Work request: What you should copy is the line containing "Build a routing" and all lines after it in the entries below, exactly and without anything added.

Information:

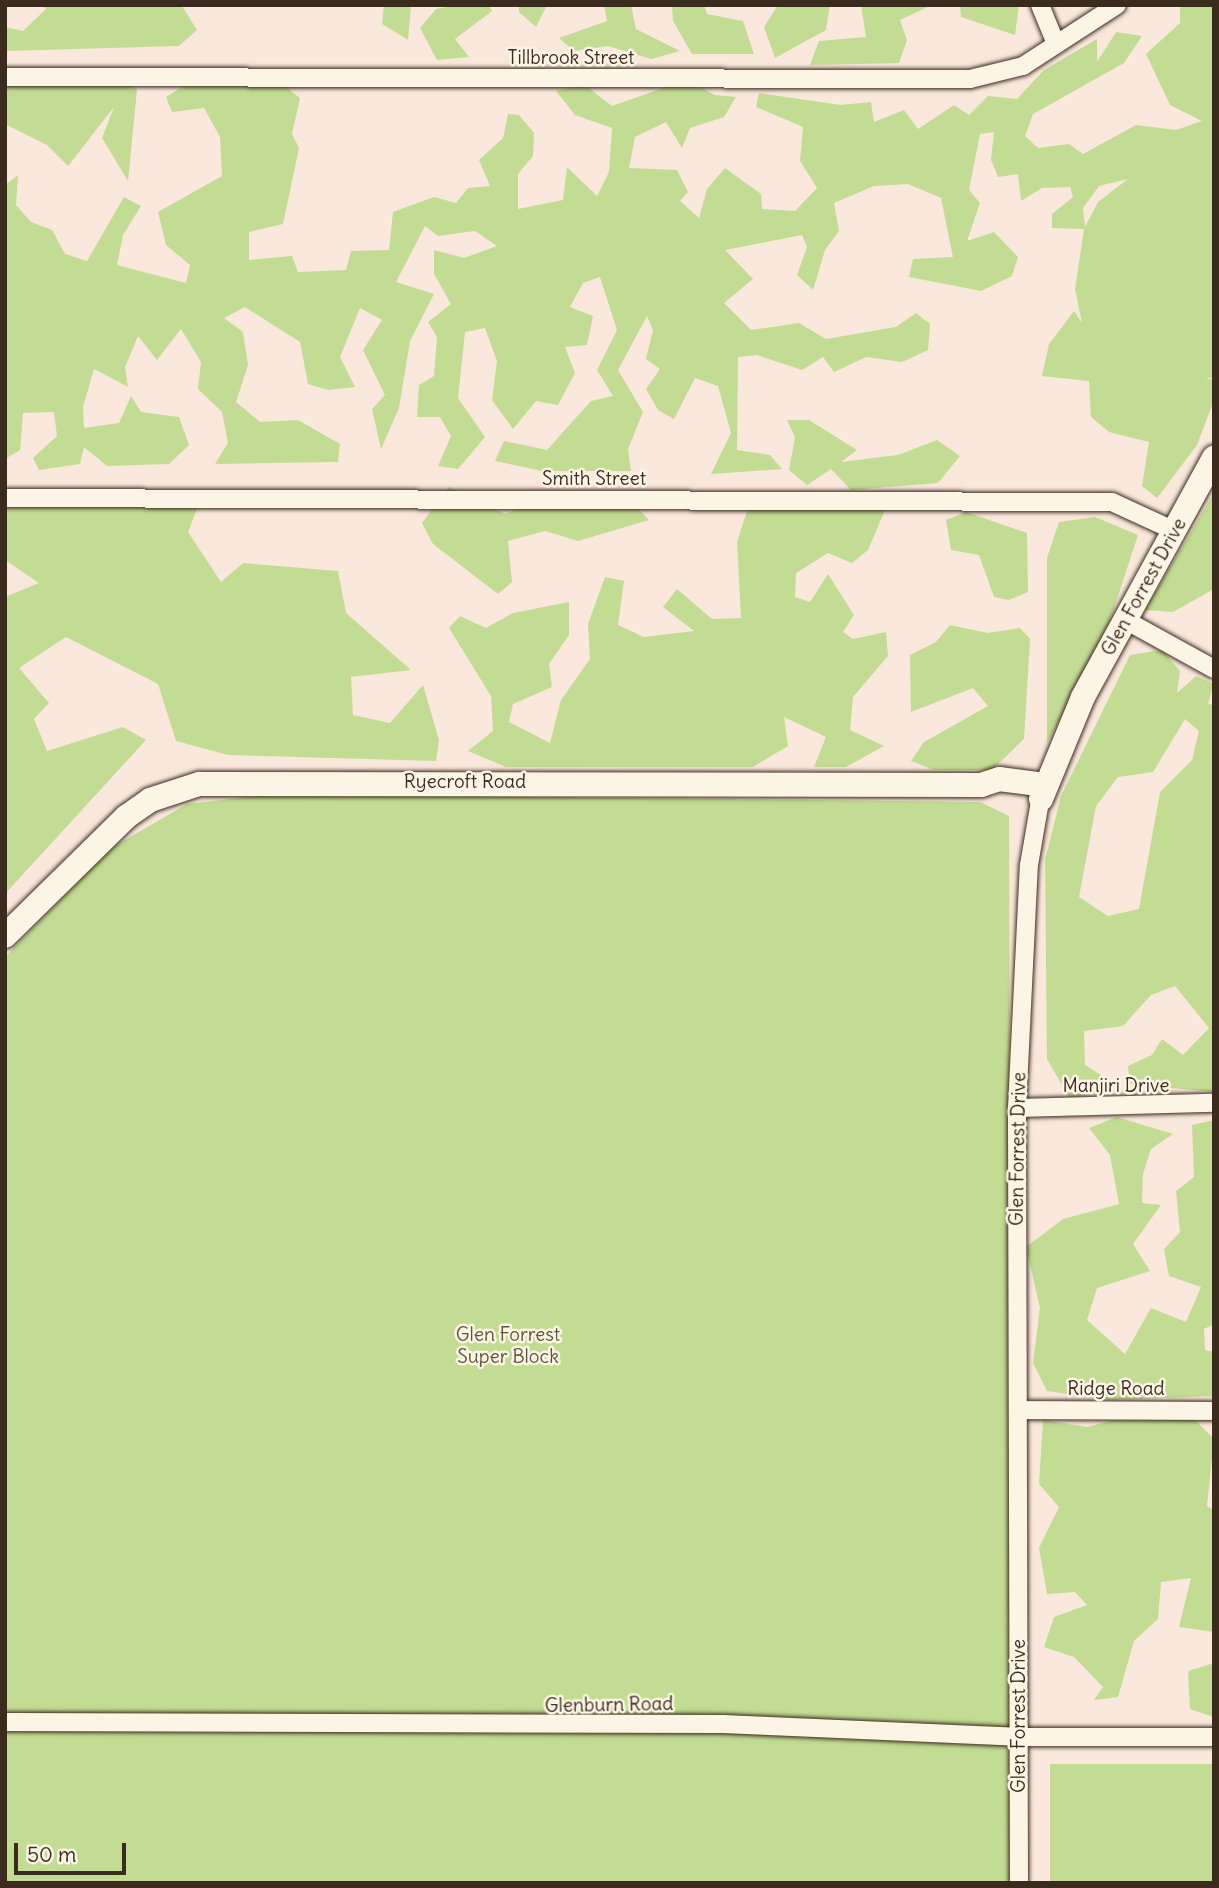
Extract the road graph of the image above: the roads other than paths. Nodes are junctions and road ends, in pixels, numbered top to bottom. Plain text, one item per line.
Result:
1 (1041, 5) edge
2 (1117, 5) edge
3 (1056, 44) junction
4 (5, 77) edge
5 (1214, 458) edge
6 (5, 498) edge
7 (1175, 531) junction
8 (1127, 621) junction
9 (1214, 669) edge
10 (1043, 793) junction
11 (5, 936) edge
12 (1214, 1103) edge
13 (1017, 1108) junction
14 (1018, 1410) junction
15 (1214, 1411) edge
16 (5, 1722) edge
17 (1019, 1737) junction
18 (1214, 1737) edge
19 (1019, 1883) edge

1 - 3 street
2 - 3 street, Tillbrook Street
3 - 4 street, Tillbrook Street
5 - 7 street, Glen Forrest Drive
6 - 7 street, Smith Street
7 - 8 street, Glen Forrest Drive
8 - 9 street
8 - 10 street, Glen Forrest Drive
10 - 11 street, Ryecroft Road
10 - 13 street, Glen Forrest Drive
12 - 13 street, Manjiri Drive
13 - 14 street, Glen Forrest Drive
14 - 15 street, Ridge Road
14 - 17 street, Glen Forrest Drive
16 - 17 street, Glenburn Road
17 - 18 street, Glenburn Road
17 - 19 street, Glen Forrest Drive

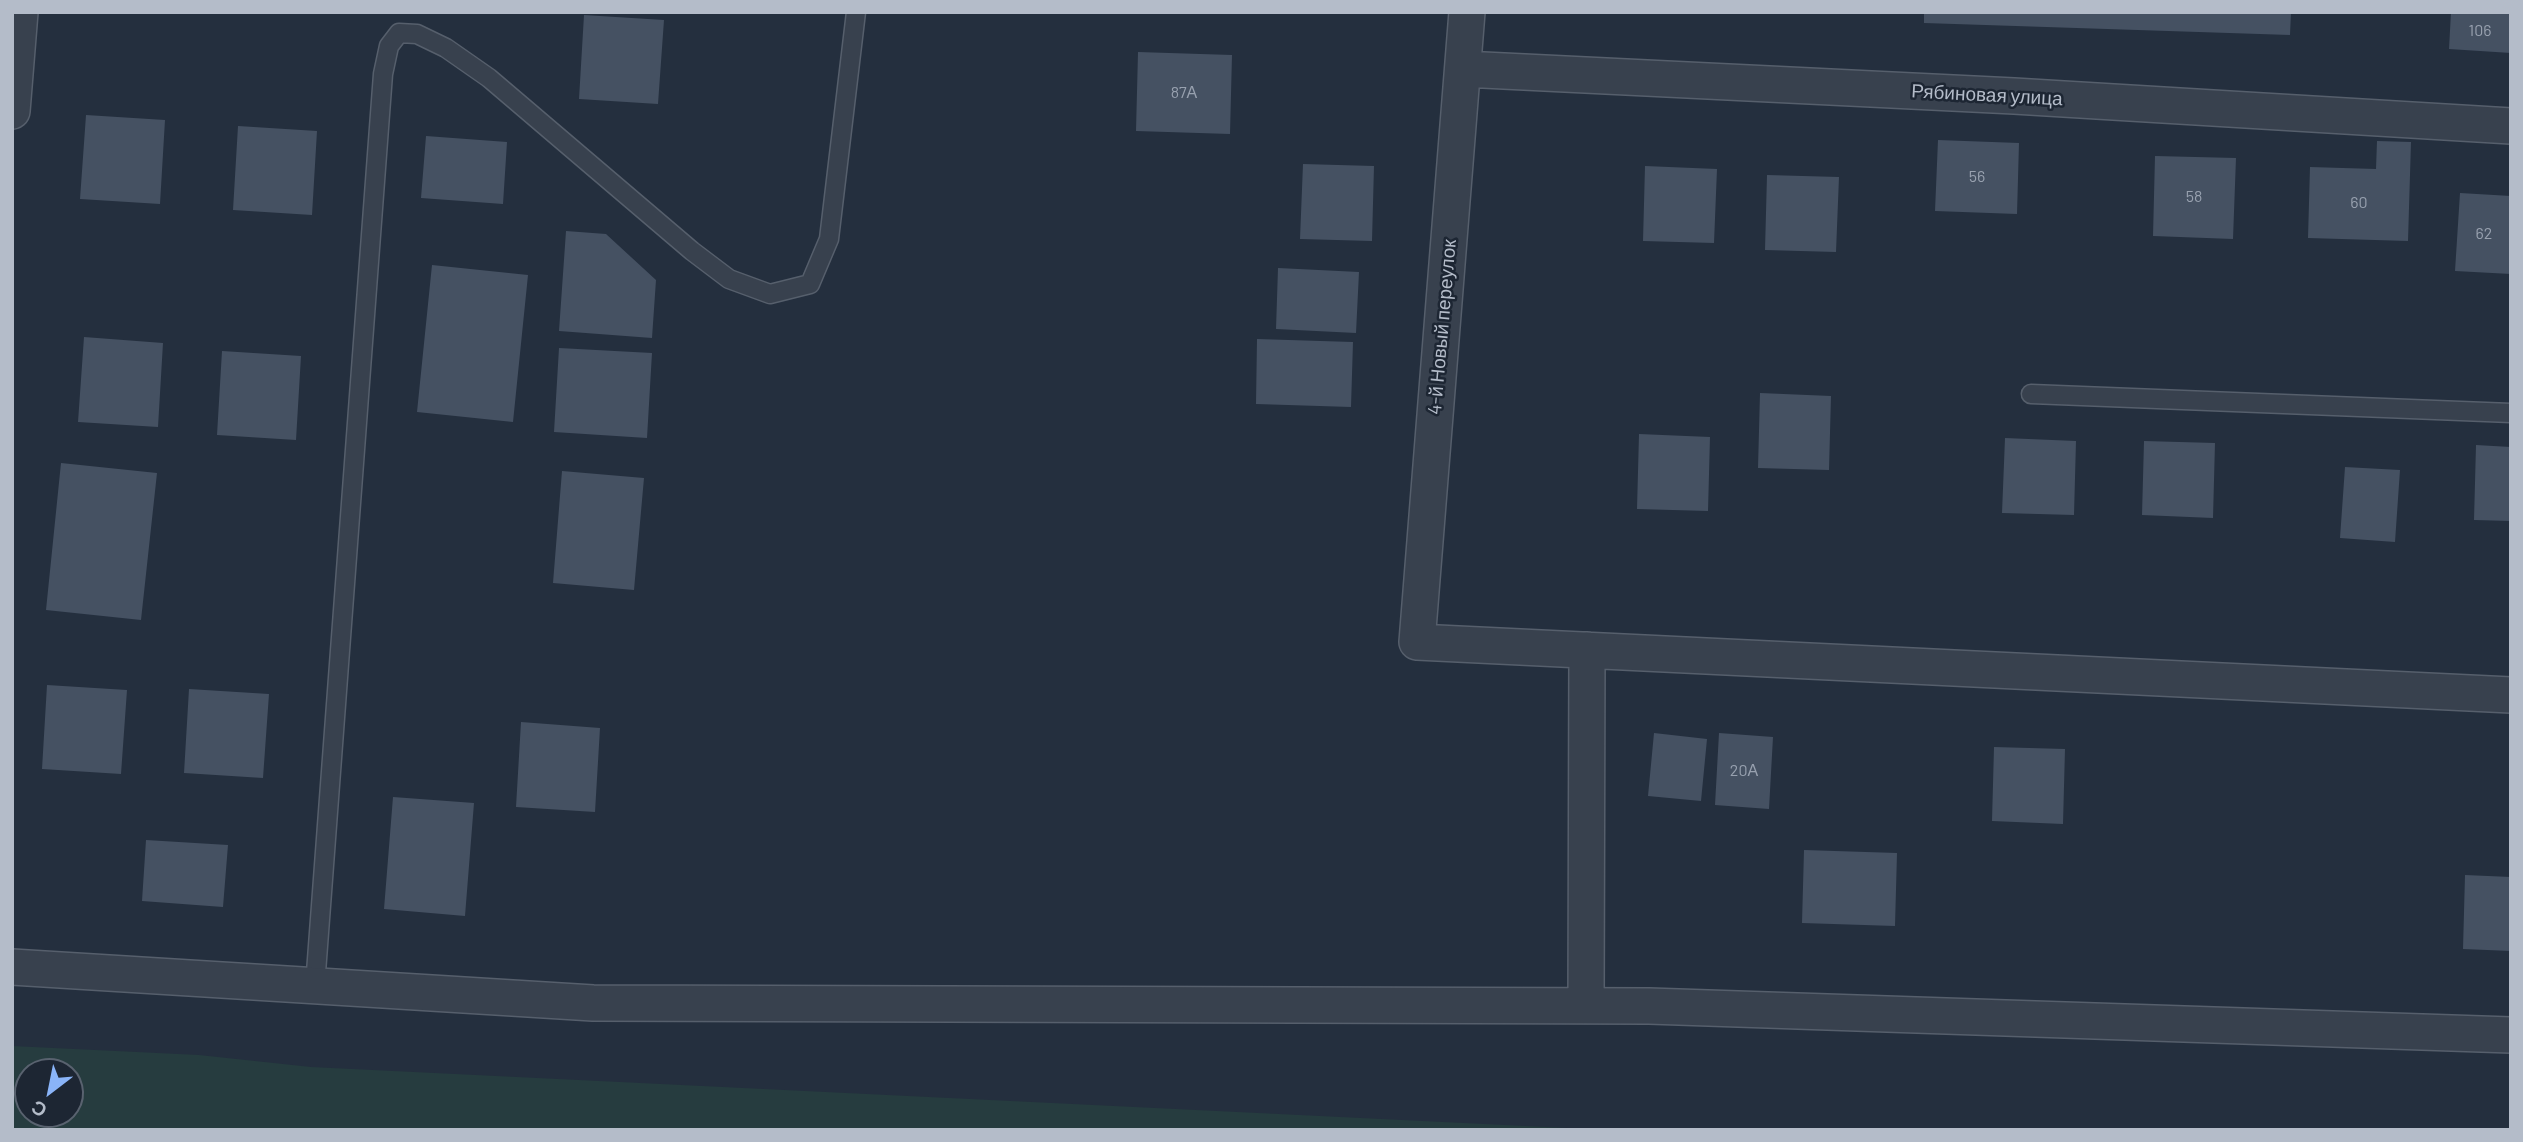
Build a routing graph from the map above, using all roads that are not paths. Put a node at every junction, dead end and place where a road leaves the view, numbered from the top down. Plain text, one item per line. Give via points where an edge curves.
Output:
1 (20, 12) edge
2 (856, 12) edge
3 (1467, 12) edge
4 (1463, 69) junction
5 (12, 111) edge
6 (2511, 126) edge
7 (2031, 394) dead end
8 (2511, 413) edge
9 (1587, 650) junction
10 (2511, 695) edge
11 (12, 967) edge
12 (315, 986) junction
13 (1586, 1006) junction
14 (2511, 1035) edge

1 - 5 street
2 - 12 lane via 829,239 810,284 770,294 729,279 489,78 446,48 417,34 399,33 389,46 383,74
3 - 4 street, 4-й Новый переулок
4 - 6 street, Рябиновая улица
4 - 9 street, 4-й Новый переулок via 1417,642
7 - 8 lane
9 - 10 street
9 - 13 street
11 - 12 street
12 - 13 street via 593,1003
13 - 14 street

Answer section:
Build a routing graph from the map above, using all roads that are not paths. Put a node at every junction, dead end and place where a road leaves the view, numbered from the top down. Plain text, one item per line. Give via points where an edge curves.
Output:
1 (20, 12) edge
2 (856, 12) edge
3 (1467, 12) edge
4 (1463, 69) junction
5 (12, 111) edge
6 (2511, 126) edge
7 (2031, 394) dead end
8 (2511, 413) edge
9 (1587, 650) junction
10 (2511, 695) edge
11 (12, 967) edge
12 (315, 986) junction
13 (1586, 1006) junction
14 (2511, 1035) edge

1 - 5 street
2 - 12 lane via 829,239 810,284 770,294 729,279 489,78 446,48 417,34 399,33 389,46 383,74
3 - 4 street, 4-й Новый переулок
4 - 6 street, Рябиновая улица
4 - 9 street, 4-й Новый переулок via 1417,642
7 - 8 lane
9 - 10 street
9 - 13 street
11 - 12 street
12 - 13 street via 593,1003
13 - 14 street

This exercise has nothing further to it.